The Negro Leagues Baseball Museum keeps hitting home runs. From its humble beginnings thirty-three years ago in a one-room office at the Paseo YMCA to its own facility, the museum is making moves.
Museum officials recently announced their “Pitch for the Future ‘’ campaign, which aims to raise $25 million to build a new thirty thousand-square-foot facility adjacent to the museum’s recently renovated Buck O’Neil Education and Research Center. Located in the historic 18th and Vine corridor, both buildings together will create the Negro Leagues Campus. The campus will have educational areas, archival materials, exhibits and conference rooms and is intended to solidify the museum’s position as a nationally recognized institution.
Negro Leagues great Buck O’Neil helped lead the fundraising effort for the museum’s first permanent ten thousand-square-foot building, which opened in 1997. Since then, more than two million people have visited the museum. It has grown to become one of the most important cultural facilities in the nation, documenting a remarkable piece of baseball and American history, according to Bob Kendrick, president of the NLBM.
“Now, we’re building an organization that will continue to preserve and celebrate the triumphant story of the Negro Leagues but also fortify our position as one of the nation’s most important civil rights and social justice institutions,” Kendrick says.
Campaign funding will help the NLBM expand its programming, create dynamic interactive displays and build new exhibitions at the new facility. The museum will be equipped with immersive exhibitions letting visitors dive deep into African American baseball history.
In the 1800s, well before Jackie Robinson broke the Major League color barrier, African Americans had already immersed themselves in the world of baseball, playing on military and college teams. Some players even found their way to professional teams with white players, but it wasn’t long before Black baseball players were forced off those teams.
Rather than entirely quit America’s pastime, they joined disparate leagues scattered across the United States, often embarking on long barnstorming tours, playing anyone who would challenge them.

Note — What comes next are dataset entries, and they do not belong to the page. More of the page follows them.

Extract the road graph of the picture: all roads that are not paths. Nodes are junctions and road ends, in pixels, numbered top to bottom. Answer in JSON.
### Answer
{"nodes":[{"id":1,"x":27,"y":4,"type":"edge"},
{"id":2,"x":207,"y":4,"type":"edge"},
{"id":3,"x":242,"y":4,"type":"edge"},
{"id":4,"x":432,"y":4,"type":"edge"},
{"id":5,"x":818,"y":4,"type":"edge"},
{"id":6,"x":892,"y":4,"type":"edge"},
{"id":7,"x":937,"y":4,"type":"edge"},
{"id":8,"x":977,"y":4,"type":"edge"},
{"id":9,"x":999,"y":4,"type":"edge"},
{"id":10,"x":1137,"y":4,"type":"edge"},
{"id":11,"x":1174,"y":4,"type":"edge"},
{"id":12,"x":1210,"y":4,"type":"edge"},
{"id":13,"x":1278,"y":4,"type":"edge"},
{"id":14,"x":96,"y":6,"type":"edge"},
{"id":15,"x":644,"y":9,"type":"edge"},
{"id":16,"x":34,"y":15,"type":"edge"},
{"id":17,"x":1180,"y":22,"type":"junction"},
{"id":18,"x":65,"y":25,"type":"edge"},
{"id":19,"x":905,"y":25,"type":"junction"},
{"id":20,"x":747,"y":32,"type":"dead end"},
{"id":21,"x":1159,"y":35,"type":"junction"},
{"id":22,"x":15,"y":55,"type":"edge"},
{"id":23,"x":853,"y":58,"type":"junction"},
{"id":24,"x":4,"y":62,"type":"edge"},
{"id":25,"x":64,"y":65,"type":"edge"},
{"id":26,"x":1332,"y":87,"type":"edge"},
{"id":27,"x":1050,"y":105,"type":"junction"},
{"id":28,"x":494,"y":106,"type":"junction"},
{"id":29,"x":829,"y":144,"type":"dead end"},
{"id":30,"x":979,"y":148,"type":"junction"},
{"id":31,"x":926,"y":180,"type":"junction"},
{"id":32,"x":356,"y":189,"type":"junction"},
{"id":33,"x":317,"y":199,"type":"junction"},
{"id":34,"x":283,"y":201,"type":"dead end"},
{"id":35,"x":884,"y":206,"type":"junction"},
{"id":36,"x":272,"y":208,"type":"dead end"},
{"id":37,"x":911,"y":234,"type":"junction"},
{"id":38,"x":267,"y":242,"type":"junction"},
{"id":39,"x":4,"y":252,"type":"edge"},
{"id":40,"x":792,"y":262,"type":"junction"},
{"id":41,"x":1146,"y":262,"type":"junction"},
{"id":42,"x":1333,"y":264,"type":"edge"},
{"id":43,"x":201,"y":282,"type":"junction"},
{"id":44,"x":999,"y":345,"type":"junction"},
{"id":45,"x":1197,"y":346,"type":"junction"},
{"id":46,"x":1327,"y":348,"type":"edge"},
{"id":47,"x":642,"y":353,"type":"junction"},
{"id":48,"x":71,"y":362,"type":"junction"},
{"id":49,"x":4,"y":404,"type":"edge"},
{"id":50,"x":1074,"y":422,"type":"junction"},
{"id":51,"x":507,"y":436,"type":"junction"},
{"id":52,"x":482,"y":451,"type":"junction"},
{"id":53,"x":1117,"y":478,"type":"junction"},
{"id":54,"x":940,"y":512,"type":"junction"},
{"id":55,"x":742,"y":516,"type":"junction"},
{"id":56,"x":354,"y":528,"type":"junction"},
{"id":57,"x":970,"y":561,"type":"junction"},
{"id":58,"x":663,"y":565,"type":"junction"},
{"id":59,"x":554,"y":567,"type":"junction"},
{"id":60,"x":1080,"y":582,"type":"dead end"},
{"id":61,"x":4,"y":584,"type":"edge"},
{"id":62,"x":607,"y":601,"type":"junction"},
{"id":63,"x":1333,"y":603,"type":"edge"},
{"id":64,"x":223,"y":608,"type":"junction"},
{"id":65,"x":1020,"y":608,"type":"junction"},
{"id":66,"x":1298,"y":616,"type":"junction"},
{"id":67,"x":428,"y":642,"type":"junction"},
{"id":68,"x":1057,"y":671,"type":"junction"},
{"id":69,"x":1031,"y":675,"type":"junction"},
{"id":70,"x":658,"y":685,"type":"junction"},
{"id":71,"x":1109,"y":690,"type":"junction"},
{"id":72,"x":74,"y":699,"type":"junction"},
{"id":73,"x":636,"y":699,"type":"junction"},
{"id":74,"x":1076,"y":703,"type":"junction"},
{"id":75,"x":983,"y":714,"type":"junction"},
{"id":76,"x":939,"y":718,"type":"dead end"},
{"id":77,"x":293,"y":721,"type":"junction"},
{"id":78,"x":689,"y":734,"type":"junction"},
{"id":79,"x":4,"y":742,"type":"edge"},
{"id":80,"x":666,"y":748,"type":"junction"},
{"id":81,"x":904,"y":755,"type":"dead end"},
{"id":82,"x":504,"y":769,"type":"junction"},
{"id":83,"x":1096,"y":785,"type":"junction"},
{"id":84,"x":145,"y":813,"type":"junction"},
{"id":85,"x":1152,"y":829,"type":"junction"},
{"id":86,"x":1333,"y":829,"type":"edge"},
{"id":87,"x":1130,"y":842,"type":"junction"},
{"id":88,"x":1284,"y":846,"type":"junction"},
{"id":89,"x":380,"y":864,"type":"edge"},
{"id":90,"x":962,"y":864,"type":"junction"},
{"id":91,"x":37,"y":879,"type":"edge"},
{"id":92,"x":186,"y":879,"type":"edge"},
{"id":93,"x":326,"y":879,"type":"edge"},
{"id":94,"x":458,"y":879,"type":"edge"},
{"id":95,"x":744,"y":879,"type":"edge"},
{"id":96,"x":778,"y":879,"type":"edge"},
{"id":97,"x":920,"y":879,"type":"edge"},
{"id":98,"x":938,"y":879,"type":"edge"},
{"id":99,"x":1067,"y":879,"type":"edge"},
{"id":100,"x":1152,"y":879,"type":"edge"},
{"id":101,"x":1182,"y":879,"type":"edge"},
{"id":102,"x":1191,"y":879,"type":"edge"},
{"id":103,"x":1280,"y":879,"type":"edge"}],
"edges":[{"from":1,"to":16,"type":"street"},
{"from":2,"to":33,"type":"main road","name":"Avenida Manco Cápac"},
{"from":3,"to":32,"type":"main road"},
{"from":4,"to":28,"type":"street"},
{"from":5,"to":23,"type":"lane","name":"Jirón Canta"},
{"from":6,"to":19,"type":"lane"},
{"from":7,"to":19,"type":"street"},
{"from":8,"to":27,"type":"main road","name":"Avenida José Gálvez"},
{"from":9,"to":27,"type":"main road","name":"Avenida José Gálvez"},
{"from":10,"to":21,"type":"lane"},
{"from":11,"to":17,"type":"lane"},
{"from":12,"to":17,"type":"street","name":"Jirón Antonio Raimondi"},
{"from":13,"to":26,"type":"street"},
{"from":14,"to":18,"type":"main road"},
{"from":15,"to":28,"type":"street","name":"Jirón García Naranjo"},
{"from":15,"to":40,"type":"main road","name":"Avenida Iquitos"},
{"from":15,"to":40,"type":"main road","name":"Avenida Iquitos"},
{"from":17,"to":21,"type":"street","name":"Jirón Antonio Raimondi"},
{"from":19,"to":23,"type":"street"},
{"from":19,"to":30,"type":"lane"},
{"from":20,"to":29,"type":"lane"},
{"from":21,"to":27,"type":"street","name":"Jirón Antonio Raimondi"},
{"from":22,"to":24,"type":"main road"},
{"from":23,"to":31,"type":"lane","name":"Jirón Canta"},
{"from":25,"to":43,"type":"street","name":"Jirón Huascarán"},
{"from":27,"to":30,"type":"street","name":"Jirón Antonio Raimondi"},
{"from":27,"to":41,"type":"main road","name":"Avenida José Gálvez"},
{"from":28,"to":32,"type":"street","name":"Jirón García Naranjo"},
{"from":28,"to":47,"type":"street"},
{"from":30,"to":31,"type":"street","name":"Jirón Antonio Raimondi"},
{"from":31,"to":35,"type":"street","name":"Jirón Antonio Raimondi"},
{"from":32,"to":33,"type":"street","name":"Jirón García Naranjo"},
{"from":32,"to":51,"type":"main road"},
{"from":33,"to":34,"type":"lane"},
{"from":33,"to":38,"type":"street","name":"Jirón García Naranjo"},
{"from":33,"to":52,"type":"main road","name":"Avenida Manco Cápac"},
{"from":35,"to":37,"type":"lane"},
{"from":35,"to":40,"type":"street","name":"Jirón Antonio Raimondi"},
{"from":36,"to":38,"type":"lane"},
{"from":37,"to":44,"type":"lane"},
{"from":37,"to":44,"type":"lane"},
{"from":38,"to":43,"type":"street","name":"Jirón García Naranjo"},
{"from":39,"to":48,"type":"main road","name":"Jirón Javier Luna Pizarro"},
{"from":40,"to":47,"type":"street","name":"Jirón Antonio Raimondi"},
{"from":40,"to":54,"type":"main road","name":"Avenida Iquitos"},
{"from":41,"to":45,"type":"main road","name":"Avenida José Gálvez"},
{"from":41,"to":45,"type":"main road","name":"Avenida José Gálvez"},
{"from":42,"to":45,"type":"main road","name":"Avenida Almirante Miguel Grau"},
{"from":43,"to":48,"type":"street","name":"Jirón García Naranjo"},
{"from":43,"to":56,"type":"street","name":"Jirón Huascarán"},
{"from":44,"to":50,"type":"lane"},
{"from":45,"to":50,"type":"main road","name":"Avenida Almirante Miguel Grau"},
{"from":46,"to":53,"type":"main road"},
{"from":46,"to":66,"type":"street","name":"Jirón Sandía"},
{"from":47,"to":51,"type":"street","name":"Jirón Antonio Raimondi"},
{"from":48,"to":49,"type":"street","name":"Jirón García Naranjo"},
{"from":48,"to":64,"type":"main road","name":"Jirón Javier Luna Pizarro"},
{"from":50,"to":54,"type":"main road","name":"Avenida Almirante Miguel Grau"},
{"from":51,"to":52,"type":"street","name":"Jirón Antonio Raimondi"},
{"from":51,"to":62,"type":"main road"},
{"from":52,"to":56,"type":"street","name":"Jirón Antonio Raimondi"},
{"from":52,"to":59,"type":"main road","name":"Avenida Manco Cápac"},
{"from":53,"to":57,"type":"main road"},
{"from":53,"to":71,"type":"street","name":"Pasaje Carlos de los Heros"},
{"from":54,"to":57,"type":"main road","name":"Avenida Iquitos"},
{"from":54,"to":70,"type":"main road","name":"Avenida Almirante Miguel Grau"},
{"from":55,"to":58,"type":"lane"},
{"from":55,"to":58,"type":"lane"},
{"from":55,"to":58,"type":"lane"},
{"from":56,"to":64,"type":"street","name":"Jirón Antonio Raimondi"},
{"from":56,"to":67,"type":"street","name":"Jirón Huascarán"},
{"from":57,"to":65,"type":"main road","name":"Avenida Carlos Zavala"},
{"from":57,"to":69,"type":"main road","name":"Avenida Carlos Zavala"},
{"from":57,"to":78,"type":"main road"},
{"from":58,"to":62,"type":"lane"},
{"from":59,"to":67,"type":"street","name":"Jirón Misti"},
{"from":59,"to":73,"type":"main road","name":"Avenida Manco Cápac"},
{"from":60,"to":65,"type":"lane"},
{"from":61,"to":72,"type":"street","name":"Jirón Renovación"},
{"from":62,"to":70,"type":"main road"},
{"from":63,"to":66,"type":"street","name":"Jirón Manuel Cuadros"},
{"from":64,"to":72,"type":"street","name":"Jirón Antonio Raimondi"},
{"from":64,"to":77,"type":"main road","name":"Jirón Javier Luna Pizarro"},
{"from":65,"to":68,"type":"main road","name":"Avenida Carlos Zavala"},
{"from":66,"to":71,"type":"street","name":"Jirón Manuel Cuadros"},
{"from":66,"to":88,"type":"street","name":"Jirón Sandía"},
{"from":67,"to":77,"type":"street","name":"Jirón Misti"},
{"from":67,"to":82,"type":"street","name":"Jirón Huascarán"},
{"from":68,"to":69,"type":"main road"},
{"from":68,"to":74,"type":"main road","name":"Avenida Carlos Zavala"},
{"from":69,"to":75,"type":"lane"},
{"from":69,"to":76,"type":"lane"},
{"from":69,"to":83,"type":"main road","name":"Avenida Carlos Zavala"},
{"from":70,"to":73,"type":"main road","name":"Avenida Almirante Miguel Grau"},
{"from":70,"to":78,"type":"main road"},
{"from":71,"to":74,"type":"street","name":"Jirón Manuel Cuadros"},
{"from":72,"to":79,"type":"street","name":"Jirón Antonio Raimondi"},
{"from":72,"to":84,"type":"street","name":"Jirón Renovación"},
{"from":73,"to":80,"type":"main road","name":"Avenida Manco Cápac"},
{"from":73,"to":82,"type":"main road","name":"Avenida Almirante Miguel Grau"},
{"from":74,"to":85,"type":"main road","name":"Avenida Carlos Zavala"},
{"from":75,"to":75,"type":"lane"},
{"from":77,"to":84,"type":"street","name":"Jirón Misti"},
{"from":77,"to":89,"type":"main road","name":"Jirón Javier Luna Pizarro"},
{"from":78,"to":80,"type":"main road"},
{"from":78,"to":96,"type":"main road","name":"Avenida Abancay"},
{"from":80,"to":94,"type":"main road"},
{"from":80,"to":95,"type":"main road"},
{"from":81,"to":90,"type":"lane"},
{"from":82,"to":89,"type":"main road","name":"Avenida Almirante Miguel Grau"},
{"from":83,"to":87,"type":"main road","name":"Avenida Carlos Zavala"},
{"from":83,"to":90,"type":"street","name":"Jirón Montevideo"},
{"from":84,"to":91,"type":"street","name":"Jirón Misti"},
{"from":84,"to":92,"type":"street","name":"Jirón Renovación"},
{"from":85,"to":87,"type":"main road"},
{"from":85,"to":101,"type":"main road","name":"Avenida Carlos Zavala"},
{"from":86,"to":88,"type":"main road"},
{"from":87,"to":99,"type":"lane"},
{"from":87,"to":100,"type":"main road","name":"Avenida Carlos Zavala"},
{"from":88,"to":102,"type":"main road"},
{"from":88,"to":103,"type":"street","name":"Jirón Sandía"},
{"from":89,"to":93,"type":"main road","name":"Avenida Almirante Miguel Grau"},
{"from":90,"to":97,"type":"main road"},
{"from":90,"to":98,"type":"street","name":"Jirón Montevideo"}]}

Eventually, in 1920, within the historic walls of the Paseo YMCA, the National Negro League was formed under the guidance of Rube Foster, esteemed manager of the Chicago American Giants. After the National Negro League was formed in the Midwest, rival leagues began to form in the West and the South.

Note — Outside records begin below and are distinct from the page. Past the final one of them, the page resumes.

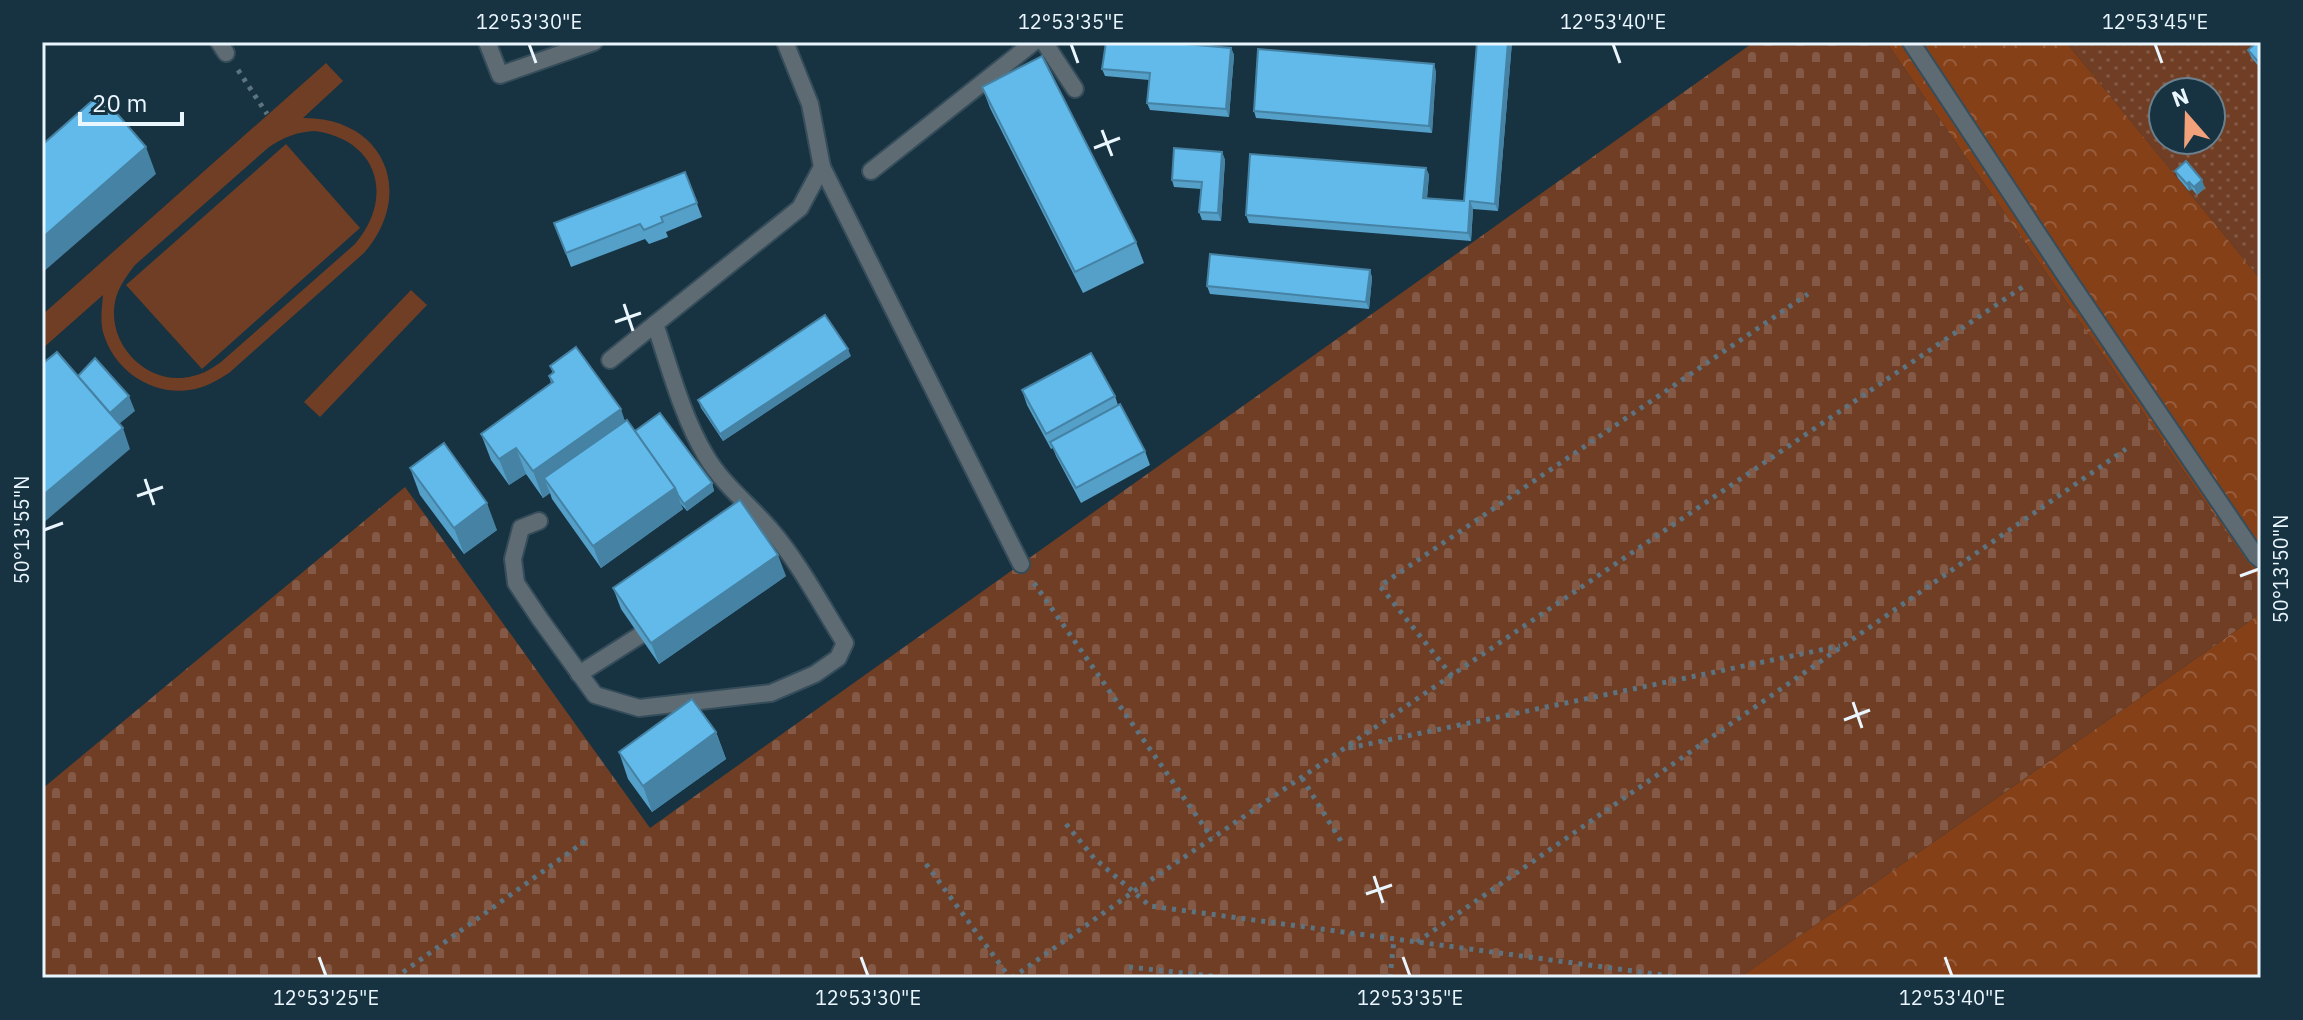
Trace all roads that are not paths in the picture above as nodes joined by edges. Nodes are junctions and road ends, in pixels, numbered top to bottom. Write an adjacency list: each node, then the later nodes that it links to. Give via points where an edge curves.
1 (487, 42): 2 (lane, via 500,75)
2 (594, 42)
3 (785, 42): 8 (lane, via 810,104)
4 (1034, 42): 9 (lane)
5 (1044, 42): 7 (lane)
6 (1911, 42): 13 (lane)
7 (1075, 89)
8 (822, 167): 10 (lane, via 800,208); 14 (lane)
9 (871, 171)
10 (655, 324): 11 (lane); 16 (lane, via 705,455 771,529 845,643 838,658 815,674 771,693 697,703 639,708 595,695)
11 (610, 360)
12 (539, 521): 16 (lane, via 521,528 513,559 516,583)
13 (2261, 560)
14 (1021, 564)
15 (639, 636): 16 (lane)
16 (579, 674)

The National Negro League initially had eight teams, including the Kansas City Monarchs, for whom Negro League Hall of Famers Buck O’Neil, Satchel Paige and Cool Papa Bell played. Jackie Robinson also graced the Monarchs roster before signing to the L.A. Dodgers in 1945 and making history as the first African American to play in Major League baseball.
In the following years, increasingly more Black players signed to Major and Minor Leauge teams, and the era of National Negro League baseball ultimately came to an end.
However, the NLBM is still dedicated to keeping that history alive by continuing to tell the powerful stories of Negro League baseball players. It is a story of adversity and perseverance that the museum has been dedicated to preserving and telling for the past thirty years, and, with a new facility, one they will continue to tell for generations to come.
“Just like the Negro Leagues, it is important that we dare to dream,” says Kendrick of the organization’s future facility.